### Data under study
=== Section Start ===
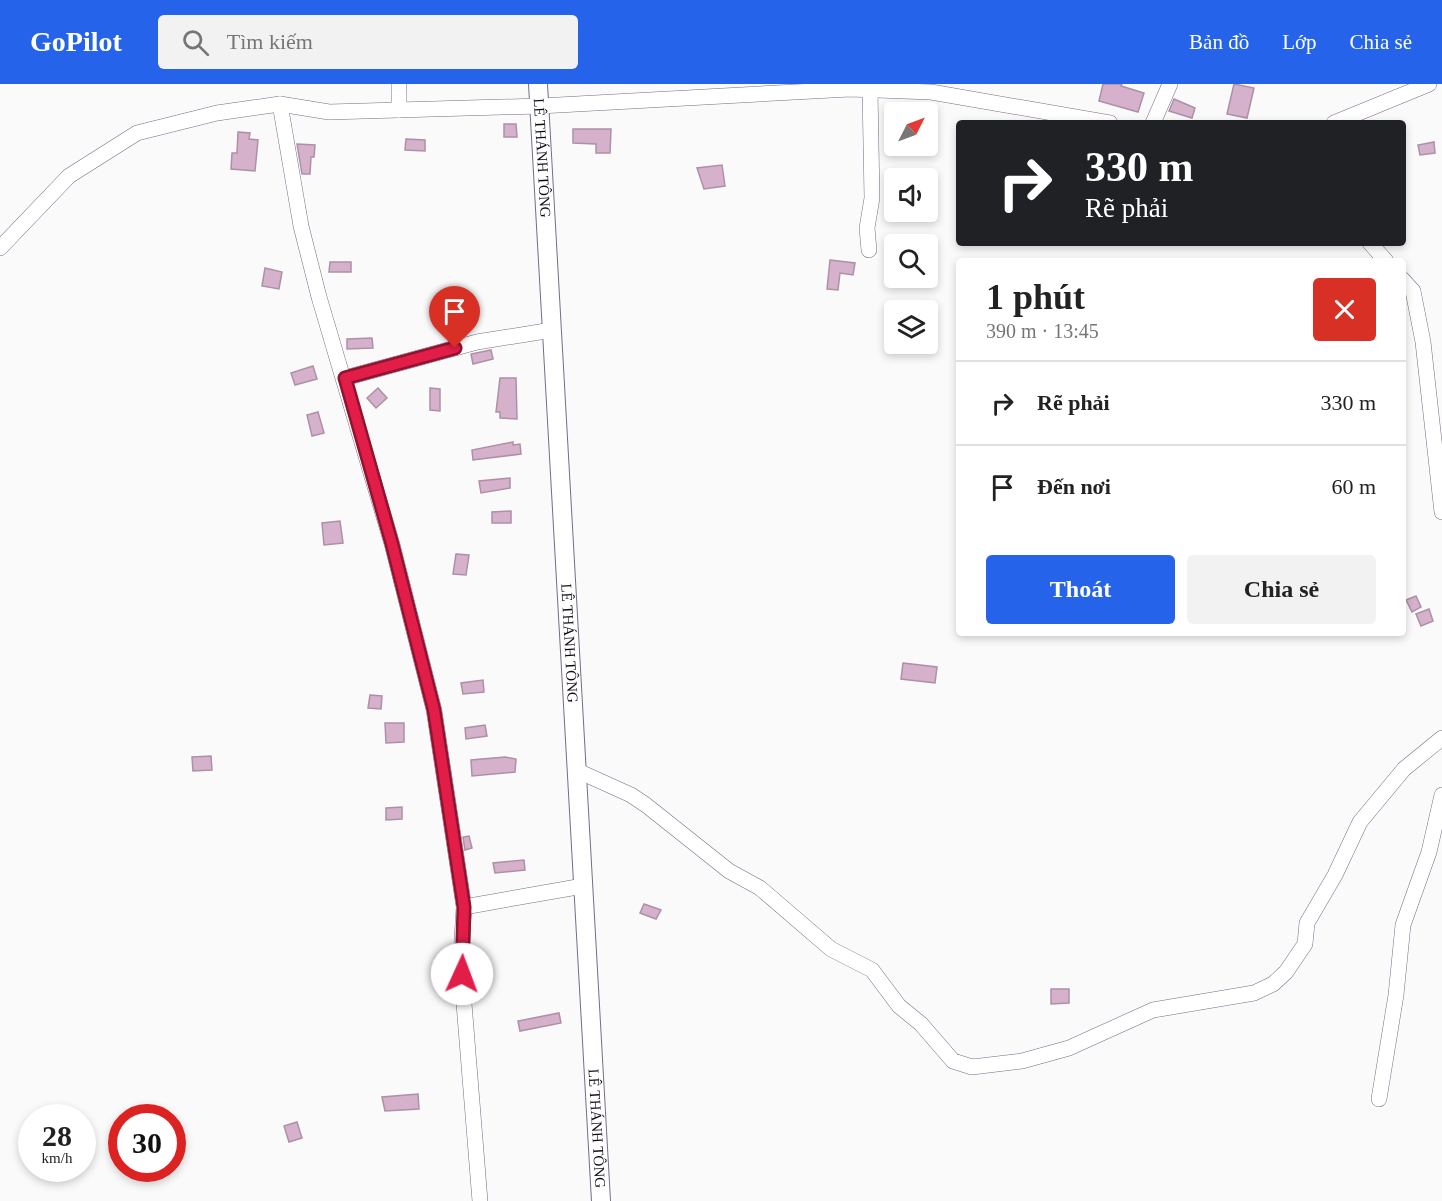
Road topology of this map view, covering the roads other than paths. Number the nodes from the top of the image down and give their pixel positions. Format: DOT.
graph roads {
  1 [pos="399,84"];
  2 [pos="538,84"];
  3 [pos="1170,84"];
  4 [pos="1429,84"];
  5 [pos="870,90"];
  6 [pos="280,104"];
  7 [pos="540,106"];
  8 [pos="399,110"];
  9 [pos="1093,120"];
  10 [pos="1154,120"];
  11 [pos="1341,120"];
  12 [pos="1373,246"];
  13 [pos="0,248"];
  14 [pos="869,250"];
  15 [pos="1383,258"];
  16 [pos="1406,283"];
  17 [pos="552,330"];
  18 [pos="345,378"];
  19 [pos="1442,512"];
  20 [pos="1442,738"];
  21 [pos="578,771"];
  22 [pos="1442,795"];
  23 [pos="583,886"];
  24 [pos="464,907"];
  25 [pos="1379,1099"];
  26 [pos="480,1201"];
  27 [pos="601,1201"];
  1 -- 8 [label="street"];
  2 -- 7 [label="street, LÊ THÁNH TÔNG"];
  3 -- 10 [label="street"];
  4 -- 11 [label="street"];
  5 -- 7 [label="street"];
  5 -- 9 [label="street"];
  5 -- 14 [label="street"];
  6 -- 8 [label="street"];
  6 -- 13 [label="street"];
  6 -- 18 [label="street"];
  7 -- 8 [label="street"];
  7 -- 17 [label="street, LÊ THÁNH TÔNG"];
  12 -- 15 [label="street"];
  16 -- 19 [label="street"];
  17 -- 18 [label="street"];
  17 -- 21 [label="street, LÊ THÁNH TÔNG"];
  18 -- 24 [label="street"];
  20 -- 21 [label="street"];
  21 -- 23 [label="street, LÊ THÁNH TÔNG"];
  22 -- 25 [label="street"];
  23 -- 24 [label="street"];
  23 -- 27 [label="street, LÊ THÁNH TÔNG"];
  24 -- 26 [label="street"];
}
=== Section End ===
### Exercise prompt
Only lines holding the word "THÁNH" belong in the answer; copy each one from the material.

### Answer to this task
  2 -- 7 [label="street, LÊ THÁNH TÔNG"];
  7 -- 17 [label="street, LÊ THÁNH TÔNG"];
  17 -- 21 [label="street, LÊ THÁNH TÔNG"];
  21 -- 23 [label="street, LÊ THÁNH TÔNG"];
  23 -- 27 [label="street, LÊ THÁNH TÔNG"];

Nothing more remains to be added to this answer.